Render a frame with “bad sampling” to a really high sample count to see if it converges to the expected result.

Here at ~6,300,000 samples, it converges to something close to the expected result. The “bad sampling frame” seems to be missing diffuse and/or glossy indirect lighting. May be a artifact caused by something else.

“Bad sampling” on the left. “Good sampling” on the right. All settings are the exact same between the two with the exception of the sun rotation which was shifted 0.1 degrees to produce the difference in sampling.
Comparison


Test a range of MIS resolutions.

I have tested with resolutions 1023, 1024, 2048, and 4096. This was a test requested by @nacioss last night in a private chat.

Note: Results are talking about patterns I noticed over 40,000 frames.

1023: Flickers in brightness (due to MIS missing parts the sun?) and has “Bad sampling frames”.
1024: Flickers and has “Bad sampling frames”.
2048: Flickering is heavily reduced.
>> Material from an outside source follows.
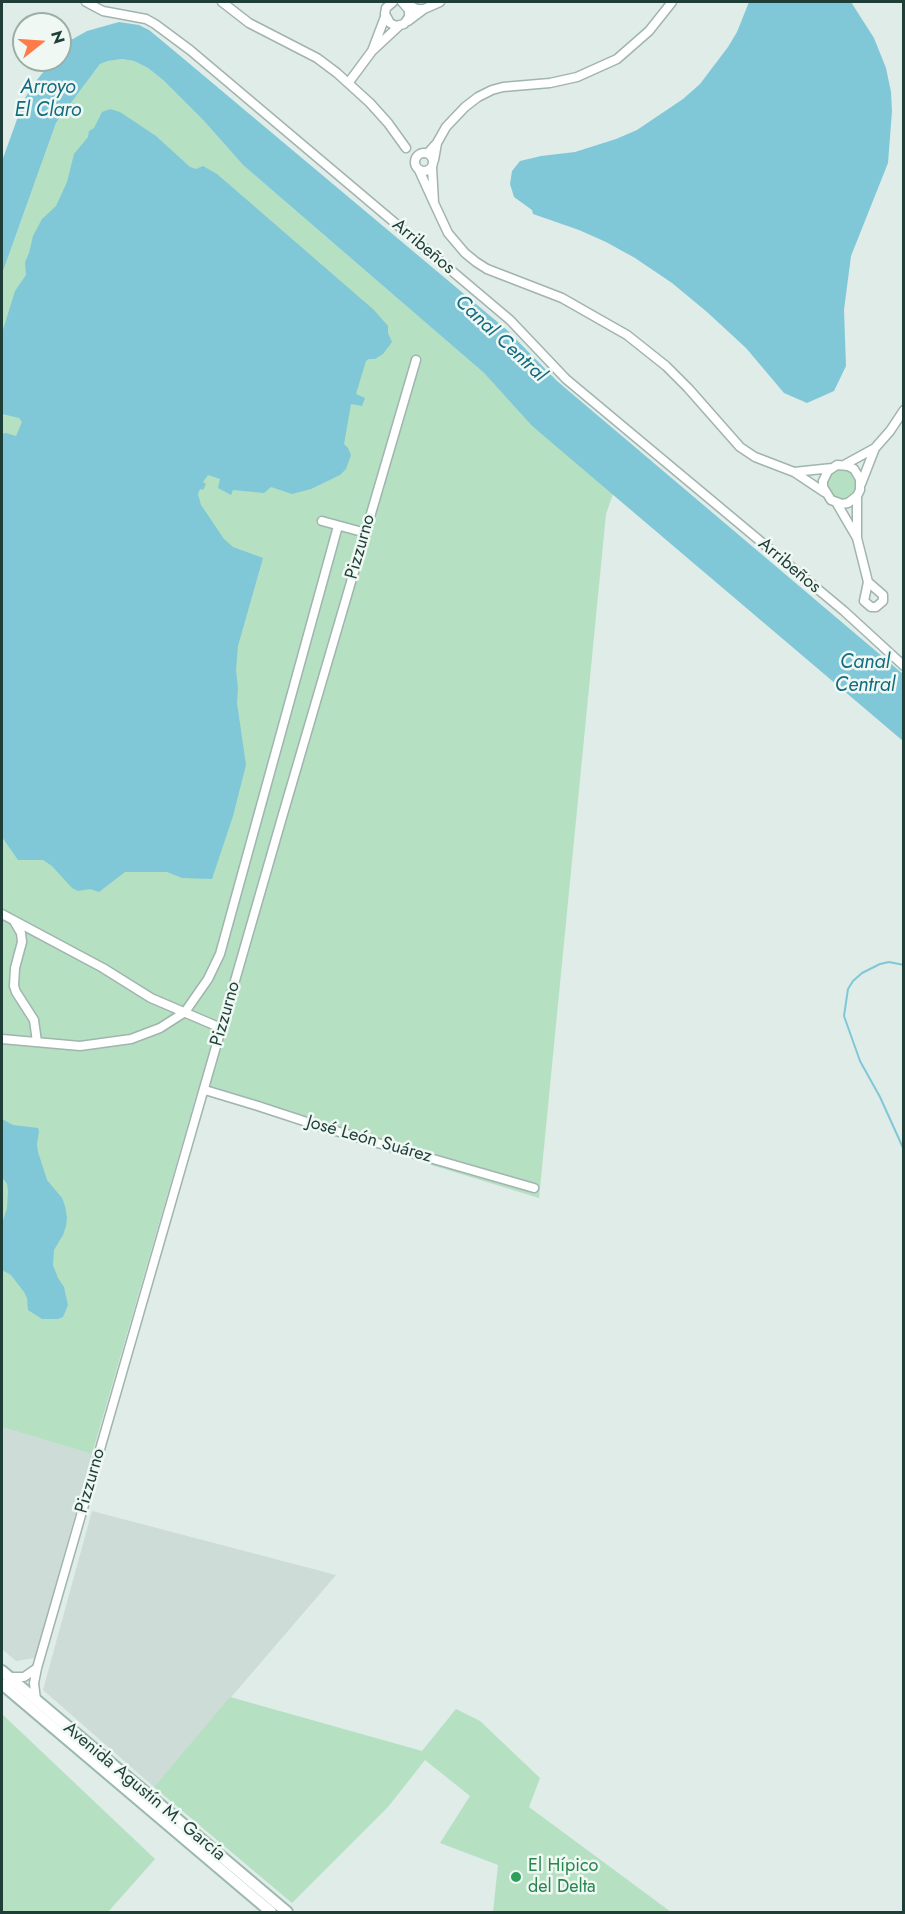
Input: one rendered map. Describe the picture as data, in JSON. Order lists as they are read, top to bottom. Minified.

Has “Bad sampling frames”.
4096: Flickering is reduced even further (basically impossible to notice). Has “Bad sampling frames”.

It also seems that as the MIS resolution increases, the frequency of “Bad frames” increases.


Test just the sun from the new sky node

Changing the air, dust, and ozone parameters to 0 will reduce the new sky node to just render the sun.

With these settings, the same issues occur. Even increasing the sun size to something like 20 degrees still shows issues with “bad frames” appearing in the same places.


Test just the sky, disable the sun disk

There appears to be no issues when the sun is disabled. Seems the issue branches from the sun. @nacioss has run some tests and talked to me in a private chat explaining that the sun values of brightness are the same at all these different sun angles and that the math in the node probably isn’t failing. This lines up with the test at the top of the post (“bad sampling” frames will converge to similar results as “good sampling” frames).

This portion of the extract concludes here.